A washer and dryer in a unit at the Shoregate apartments...

A washer and dryer in a unit at the Shoregate apartments in Bay Shore. Credit: Newsday/Thomas A. Ferrara

Future apartments in Islip will be required to have in-unit washers and dryers, part of a new town policy meant to improve the standard of living for residents.

The new rule is stricter than those imposed by other government entities, however, and it has been criticized as a government overreach that could further inflate the cost of renting in town.

Islip's town board approved the policy change last month. It requires a washer and dryer be included in each dwelling unit within town zoning districts that allow for apartments. Those districts, collectively, also can allow dwellings ranging from some single-family homes to assisted living facilities.

The policy will apply only to new units and it doesn't include mention of special districts created for certain large-scale developments, but the town expects to impose the rule on those special projects as well, according to town spokeswoman Caroline Smith.

Islip’s planning and development commissioner, Ela Dokonal, said the policy was about providing what is “considered a dignity of living. You have the means to wash your clothes.”

“Imagine a mother with so many children. She needs to take all of the clothes, go to the laundromat to utilize the services, and shuffle the children,” she said at the Dec. 16 town board meeting. “It is, I would say, the comfort of the home to provide that [utility].”

A vote against: 'It trickles down'

Conservative Councilman John Lorenzo cast the sole vote against the policy. He raised concerns about the mandate harming small businesses such as laundromats by sapping their customer base, as well as its potential to increase rent prices by adding developer costs.

“It trickles down. It’s not going to impact [developers]. It’s going to impact the consumer at the end of the line,” he said, adding he was opposed to the policy in principle because “I don’t like when the government starts overreaching and mandating what people have to do.”

Islip’s new rules are more stringent than those New York State imposes on housing projects it subsidizes, which are required to have one washer and dryer for every 10 dwelling units or 20 bedrooms, according to the state Homes and Community Renewal agency’s 2025 design guidelines.

The two largest towns bordering Islip also do not have such requirements.

In Babylon, for example, the most similar code is one that applied specifically to senior apartments and requires one washer and dryer per 10 units, according to spokesman Ryan Bonner.

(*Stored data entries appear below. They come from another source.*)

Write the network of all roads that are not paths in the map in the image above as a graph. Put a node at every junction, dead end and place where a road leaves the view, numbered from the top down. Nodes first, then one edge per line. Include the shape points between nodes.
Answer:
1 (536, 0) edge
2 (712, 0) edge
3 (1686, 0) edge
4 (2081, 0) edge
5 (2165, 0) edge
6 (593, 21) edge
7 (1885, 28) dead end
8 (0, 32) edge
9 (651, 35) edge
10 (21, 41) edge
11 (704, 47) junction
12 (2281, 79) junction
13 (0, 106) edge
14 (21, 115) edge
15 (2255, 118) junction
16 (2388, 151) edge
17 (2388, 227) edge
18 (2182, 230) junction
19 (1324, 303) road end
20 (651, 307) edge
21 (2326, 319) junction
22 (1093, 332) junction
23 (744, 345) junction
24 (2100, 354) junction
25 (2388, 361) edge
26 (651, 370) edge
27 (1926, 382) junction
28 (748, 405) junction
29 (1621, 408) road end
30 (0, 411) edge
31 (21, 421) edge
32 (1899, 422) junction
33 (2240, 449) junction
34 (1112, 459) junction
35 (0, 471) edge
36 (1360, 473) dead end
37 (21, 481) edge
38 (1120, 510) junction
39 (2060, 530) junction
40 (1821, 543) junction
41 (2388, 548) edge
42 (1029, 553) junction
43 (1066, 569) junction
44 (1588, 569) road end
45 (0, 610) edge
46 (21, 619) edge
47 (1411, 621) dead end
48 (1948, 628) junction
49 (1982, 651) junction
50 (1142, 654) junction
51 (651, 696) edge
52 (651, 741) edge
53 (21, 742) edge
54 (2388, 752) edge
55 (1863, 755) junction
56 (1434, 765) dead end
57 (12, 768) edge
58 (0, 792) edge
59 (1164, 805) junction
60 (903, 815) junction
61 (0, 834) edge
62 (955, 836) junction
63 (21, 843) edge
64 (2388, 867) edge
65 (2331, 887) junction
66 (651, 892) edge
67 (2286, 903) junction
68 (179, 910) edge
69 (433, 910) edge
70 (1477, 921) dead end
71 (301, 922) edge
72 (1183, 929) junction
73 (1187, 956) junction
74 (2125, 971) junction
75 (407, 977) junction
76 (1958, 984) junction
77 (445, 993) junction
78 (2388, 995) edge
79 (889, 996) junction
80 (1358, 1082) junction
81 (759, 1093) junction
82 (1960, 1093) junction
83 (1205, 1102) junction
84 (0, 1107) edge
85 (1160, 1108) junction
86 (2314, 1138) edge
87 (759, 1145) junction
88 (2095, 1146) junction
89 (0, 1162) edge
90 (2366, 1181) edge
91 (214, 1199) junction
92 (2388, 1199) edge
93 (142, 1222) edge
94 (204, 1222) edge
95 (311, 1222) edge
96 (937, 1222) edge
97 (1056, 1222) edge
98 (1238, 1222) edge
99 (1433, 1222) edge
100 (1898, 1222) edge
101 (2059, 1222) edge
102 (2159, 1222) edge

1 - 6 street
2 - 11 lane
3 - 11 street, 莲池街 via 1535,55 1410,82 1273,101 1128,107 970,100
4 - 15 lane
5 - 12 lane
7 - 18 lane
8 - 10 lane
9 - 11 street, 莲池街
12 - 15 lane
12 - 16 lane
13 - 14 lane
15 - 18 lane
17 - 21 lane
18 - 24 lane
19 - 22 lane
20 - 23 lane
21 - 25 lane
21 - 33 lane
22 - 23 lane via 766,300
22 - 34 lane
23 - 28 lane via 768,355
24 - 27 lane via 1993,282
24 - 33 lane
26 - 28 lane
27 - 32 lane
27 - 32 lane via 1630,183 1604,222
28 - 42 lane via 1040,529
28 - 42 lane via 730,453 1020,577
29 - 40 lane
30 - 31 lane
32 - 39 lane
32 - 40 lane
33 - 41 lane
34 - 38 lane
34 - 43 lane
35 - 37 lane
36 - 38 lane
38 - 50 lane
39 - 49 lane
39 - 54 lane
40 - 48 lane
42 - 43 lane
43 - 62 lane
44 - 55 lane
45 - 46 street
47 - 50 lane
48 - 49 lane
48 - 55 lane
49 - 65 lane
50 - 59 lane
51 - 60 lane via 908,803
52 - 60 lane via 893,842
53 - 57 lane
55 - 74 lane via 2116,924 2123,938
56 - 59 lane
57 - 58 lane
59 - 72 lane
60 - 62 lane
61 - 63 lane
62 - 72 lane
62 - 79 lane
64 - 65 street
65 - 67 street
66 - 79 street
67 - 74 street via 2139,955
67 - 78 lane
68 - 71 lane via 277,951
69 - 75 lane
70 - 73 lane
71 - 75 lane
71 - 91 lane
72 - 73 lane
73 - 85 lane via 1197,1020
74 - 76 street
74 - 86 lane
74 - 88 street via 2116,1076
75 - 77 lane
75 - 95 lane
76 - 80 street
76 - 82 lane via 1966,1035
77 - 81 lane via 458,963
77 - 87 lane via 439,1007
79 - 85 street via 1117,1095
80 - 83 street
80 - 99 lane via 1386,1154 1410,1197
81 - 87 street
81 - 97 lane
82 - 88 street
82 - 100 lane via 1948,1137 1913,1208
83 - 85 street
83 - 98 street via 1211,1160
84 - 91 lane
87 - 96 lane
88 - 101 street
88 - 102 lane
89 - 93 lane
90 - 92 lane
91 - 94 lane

Brookhaven doesn’t have any such rules on the books, but Supervisor Dan Panico told Newsday via email “there have been zero apartment [or] condo complexes approved in more than two decades that do not include washers and dryers.”

Dokonal, Islip’s planning commissioner, said a lack of residential laundry facilities is more prevalent in Islip Town.

“We have met a lot of cases within the town where the landlords do not provide that kind of amenity, which leaves the residents to have to use outside-of-their-unit services for something that seems like a basic need,” she said at the meeting last month.

Overall board support

Islip’s three Republican town board members — James O’Connor, Michael McElwee and Supervisor Angie Carpenter — voted to pass the laundry facility policy. Democrat Jorge Guadron was absent.

Carpenter called the policy “remarkable” following Lorenzo’s criticisms at the meeting.

“It’s an easier, better quality of life to know that you have a washer and dryer in the unit. And it doesn’t have to be a fancy [machine]. I imagine they could [install] those dual units … the stackables,” Carpenter said.

O’Connor, whose term expires this month, told Newsday he “was pretty sympathetic” to Lorenzo’s criticism of the policy.

“Obviously, if it’s going to cost that much more to build units because you have to supply a washer and dryer to each unit, those costs are going to get passed right along to the person who’s living there,” O’Connor said of the policy’s potential impact on affordability.

He also cited Lorenzo’s argument that “if you’re going to put a washer and dryer in everybody's unit, then you’re going to kind of hurt the small mom-and-pop laundromats” that depend on residents to use those services.

“I think those are really good arguments,” said O’Connor, who explained he voted in favor of the policy because the critiques were brought up too late in the process, which began when the town board voted in November to call a public hearing to consider the code change.

“Had we had more time to think about it, talk about it, more time to deliberate from November to [Dec. 16], we probably could have come to some sort of an agreement,” O’Connor said.

New laundry rule

  • Washers and dryers will be required in units of future apartments in the Town of Islip.
  • Islip's town board approved the policy change last month. It's touted as a way to improve the standard of living for residents.
  • However, detractors see the change as government overreach and they express concerns that added expense will trickle down to renters.